Your assignment: What you return must be the lines of the data that hold the word "this".

══ Input

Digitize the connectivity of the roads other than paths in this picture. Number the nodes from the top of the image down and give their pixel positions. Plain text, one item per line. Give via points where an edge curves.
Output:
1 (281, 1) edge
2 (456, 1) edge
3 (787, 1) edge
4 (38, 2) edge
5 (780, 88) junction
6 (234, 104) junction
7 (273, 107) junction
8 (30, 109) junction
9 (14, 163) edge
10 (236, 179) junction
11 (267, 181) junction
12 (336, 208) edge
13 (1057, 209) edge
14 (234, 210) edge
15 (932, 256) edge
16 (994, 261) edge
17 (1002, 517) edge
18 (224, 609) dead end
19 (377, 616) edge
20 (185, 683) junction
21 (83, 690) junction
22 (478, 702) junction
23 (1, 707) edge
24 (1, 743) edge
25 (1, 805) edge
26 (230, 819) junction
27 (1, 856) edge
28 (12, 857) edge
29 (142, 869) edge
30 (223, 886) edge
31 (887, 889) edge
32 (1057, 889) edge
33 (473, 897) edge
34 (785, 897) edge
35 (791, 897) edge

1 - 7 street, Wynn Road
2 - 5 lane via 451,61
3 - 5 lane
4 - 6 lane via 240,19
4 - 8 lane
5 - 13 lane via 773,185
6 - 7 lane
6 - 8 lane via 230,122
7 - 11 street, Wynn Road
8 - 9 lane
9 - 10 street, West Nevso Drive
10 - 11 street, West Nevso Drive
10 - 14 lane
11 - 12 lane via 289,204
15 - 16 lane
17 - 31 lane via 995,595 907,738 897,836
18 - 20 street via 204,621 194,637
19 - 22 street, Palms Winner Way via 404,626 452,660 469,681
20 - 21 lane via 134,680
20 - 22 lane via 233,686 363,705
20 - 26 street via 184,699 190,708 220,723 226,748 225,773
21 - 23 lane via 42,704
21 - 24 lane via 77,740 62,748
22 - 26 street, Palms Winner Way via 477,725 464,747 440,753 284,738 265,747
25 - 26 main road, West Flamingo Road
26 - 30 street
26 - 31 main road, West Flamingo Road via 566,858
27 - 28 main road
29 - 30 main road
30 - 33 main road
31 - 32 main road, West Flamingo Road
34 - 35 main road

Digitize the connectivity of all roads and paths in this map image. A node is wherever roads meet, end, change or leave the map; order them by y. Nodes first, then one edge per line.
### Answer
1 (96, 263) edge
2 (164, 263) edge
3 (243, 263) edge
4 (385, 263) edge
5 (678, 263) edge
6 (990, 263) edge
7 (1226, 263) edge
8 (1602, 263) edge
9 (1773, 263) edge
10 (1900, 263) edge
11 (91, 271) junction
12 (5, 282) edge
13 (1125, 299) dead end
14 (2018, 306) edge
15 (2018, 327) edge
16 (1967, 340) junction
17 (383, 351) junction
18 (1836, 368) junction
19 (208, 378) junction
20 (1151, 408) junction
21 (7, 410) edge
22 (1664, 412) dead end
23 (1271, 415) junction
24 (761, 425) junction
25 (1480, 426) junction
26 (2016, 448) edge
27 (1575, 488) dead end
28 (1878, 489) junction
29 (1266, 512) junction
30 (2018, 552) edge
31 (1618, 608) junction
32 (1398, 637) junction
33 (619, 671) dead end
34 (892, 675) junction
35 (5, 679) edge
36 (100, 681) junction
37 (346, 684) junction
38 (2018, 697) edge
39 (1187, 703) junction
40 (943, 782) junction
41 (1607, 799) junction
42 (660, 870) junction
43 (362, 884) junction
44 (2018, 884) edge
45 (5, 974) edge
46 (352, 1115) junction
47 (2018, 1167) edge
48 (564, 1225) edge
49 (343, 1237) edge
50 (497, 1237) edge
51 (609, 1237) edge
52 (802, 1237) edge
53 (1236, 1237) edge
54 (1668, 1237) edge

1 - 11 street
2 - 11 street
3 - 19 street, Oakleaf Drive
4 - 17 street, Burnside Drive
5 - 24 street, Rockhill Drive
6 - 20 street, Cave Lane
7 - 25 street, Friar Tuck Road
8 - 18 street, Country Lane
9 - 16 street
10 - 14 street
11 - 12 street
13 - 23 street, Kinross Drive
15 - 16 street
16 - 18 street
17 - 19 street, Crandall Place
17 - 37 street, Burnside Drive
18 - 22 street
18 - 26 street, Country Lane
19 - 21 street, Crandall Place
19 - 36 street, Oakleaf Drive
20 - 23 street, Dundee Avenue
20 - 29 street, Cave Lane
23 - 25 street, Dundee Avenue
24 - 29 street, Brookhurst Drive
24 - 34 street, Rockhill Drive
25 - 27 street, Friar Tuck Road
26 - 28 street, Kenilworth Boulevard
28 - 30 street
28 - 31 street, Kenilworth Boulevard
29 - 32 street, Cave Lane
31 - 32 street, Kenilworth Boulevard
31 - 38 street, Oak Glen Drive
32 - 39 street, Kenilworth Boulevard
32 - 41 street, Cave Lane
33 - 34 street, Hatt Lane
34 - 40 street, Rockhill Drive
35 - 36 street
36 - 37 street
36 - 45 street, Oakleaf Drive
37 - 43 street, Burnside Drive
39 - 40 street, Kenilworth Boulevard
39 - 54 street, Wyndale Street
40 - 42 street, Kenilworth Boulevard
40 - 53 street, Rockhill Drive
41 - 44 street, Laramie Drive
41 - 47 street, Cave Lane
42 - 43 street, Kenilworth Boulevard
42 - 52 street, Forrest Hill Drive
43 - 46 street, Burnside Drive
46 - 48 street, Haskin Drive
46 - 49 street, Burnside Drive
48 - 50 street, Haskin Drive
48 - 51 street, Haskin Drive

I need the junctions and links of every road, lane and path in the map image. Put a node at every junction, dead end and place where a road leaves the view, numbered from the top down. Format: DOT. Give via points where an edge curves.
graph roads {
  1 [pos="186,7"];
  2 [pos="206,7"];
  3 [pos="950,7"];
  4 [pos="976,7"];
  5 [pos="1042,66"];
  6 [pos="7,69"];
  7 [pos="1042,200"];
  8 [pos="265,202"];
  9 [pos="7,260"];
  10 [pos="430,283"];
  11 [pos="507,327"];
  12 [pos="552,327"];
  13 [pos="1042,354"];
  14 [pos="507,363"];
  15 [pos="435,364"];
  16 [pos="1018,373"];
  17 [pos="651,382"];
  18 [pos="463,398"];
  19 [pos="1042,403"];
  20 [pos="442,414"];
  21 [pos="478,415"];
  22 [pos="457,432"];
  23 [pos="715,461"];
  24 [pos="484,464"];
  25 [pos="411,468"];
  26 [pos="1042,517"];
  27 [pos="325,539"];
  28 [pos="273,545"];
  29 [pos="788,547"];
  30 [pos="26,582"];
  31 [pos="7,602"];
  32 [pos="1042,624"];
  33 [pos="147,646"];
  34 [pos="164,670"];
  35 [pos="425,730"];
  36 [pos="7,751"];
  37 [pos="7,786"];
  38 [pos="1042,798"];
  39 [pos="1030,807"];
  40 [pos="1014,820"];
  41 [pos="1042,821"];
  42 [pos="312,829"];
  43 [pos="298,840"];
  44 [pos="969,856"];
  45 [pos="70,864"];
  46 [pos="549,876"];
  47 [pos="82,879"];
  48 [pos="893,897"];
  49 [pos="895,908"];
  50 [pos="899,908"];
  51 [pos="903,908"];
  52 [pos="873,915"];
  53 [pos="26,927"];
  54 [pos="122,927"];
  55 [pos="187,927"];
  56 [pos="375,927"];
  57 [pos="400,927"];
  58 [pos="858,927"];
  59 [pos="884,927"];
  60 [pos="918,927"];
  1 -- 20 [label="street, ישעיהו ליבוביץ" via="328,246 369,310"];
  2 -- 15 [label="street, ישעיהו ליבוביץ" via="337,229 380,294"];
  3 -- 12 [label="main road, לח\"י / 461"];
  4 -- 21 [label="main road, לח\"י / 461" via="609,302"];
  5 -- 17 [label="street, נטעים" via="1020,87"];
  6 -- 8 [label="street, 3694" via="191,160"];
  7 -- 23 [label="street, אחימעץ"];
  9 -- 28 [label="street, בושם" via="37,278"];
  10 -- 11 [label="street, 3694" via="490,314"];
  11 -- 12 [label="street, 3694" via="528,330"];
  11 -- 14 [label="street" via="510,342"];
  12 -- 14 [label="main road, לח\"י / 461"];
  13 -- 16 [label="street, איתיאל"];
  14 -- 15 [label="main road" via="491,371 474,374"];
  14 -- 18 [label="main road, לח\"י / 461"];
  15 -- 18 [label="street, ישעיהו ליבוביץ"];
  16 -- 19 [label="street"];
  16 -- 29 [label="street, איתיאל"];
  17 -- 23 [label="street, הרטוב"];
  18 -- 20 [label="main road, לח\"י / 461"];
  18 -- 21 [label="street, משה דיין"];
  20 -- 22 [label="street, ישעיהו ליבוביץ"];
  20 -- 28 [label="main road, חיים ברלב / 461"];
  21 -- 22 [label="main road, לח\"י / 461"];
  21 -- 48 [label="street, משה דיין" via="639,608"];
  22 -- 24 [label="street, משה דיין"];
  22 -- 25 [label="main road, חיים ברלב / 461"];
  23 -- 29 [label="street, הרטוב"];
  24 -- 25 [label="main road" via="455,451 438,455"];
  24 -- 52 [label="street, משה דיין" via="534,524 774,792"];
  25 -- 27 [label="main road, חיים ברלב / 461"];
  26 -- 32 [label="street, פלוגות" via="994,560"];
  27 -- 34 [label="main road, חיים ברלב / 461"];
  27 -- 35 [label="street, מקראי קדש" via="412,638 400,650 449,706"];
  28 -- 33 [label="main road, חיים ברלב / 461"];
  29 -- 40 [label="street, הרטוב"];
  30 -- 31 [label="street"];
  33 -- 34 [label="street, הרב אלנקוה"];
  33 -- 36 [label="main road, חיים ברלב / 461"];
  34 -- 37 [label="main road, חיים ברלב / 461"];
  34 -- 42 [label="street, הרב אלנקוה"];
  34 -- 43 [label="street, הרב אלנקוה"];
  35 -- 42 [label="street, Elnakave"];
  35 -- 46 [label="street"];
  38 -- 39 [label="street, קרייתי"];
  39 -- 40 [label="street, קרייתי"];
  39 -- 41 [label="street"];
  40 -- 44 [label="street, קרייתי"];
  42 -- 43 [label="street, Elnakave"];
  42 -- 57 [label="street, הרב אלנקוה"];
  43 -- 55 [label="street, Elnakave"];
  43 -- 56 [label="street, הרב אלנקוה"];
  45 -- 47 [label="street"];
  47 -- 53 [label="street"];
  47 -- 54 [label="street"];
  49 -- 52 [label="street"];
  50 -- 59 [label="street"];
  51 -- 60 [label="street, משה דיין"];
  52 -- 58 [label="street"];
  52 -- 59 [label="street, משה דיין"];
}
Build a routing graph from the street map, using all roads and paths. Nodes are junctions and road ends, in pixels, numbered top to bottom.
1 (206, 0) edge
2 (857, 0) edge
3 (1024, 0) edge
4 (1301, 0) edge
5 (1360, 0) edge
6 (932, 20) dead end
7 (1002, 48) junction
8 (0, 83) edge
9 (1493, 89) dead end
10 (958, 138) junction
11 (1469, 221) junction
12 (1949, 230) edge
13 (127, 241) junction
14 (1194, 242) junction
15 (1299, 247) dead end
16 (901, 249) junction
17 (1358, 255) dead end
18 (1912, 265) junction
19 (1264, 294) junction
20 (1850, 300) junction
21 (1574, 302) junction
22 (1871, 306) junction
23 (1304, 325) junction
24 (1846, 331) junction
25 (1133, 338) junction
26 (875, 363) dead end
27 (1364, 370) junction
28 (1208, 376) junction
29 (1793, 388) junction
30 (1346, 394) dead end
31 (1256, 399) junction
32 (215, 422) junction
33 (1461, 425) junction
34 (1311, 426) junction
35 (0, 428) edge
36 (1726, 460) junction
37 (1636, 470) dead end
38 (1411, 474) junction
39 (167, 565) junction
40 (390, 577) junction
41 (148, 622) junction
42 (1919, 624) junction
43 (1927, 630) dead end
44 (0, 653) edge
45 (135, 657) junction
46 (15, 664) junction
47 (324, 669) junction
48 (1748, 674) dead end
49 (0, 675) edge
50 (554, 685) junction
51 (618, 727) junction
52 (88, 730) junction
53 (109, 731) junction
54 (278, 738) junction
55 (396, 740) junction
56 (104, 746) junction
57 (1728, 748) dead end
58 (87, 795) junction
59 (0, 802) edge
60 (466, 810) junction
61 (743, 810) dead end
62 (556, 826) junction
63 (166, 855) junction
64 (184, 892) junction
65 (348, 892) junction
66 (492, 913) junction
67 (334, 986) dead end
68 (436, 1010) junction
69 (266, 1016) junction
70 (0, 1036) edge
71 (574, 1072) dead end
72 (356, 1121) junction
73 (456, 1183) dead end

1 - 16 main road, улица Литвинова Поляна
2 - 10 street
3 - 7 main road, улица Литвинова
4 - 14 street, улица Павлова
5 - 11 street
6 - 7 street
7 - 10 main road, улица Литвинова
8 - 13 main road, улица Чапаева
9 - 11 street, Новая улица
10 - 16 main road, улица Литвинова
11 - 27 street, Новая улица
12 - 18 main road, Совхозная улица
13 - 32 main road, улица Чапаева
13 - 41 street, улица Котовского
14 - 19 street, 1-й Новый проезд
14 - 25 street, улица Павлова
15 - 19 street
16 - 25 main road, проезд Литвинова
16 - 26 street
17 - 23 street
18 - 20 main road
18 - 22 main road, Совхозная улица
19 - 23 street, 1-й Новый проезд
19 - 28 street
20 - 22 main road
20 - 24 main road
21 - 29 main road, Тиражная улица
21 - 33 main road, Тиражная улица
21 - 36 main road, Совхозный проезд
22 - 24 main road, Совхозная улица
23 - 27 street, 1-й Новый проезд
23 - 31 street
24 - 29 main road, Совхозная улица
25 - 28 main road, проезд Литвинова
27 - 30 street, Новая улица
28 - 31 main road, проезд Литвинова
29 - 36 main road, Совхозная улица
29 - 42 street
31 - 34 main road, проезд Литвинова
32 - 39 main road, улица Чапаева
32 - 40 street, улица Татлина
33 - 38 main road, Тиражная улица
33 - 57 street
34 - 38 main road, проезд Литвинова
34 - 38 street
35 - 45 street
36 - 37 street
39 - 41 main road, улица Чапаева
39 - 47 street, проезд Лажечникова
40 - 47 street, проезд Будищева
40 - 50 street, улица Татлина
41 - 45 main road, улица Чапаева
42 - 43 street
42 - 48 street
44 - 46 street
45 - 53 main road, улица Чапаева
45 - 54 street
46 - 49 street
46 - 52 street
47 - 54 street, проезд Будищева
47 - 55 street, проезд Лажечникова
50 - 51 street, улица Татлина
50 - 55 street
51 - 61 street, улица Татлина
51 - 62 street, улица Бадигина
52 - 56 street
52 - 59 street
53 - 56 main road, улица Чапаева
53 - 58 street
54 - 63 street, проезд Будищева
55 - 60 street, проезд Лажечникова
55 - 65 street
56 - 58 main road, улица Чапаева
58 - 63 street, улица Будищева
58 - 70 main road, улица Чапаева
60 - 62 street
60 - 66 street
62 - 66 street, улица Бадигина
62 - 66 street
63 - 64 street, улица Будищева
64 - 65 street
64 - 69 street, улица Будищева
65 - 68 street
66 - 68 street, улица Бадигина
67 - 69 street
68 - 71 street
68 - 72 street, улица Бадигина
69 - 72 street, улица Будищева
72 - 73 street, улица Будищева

════

Solution to the problem:
Digitize the connectivity of the roads other than paths in this picture. Number the nodes from the top of the image down and give their pixel positions. Plain text, one item per line. Give via points where an edge curves.
Digitize the connectivity of all roads and paths in this map image. A node is wherever roads meet, end, change or leave the map; order them by y. Nodes first, then one edge per line.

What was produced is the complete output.